• **Dataset content**

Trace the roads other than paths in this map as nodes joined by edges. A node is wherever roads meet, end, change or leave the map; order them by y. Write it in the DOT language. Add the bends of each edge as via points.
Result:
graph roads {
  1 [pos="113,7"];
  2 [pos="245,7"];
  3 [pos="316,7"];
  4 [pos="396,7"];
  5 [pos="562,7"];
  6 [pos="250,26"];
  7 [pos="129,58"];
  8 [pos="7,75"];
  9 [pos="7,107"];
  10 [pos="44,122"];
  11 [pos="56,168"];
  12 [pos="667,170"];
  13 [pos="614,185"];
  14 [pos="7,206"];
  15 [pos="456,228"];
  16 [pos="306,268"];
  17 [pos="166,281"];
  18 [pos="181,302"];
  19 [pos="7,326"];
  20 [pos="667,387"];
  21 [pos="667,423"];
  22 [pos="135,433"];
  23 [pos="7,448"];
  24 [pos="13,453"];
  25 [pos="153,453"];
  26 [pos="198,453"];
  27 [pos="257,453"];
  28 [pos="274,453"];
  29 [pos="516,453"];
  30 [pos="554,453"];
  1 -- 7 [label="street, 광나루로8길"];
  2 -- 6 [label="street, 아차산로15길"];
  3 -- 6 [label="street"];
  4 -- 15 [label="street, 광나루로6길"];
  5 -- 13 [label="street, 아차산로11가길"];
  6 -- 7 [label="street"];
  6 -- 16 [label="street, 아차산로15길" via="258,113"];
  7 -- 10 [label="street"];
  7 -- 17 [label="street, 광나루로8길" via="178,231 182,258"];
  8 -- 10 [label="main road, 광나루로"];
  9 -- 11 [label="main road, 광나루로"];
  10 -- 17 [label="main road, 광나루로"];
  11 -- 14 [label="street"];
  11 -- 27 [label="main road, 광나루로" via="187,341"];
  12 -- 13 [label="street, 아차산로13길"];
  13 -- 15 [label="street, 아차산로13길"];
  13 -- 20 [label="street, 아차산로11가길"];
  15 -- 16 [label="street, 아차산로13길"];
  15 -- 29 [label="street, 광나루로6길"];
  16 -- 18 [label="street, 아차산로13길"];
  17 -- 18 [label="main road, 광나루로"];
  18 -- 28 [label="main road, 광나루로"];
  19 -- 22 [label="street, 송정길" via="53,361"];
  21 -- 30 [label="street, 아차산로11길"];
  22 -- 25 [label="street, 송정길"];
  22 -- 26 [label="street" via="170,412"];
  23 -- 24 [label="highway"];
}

• **Task to complete**
Among the entries above, which lines include "roads"? List them all.

• **Output**
Trace the roads other than paths in this map as nodes joined by edges. A node is wherever roads meet, end, change or leave the map; order them by y. Write it in the DOT language. Add the bends of each edge as via points.
graph roads {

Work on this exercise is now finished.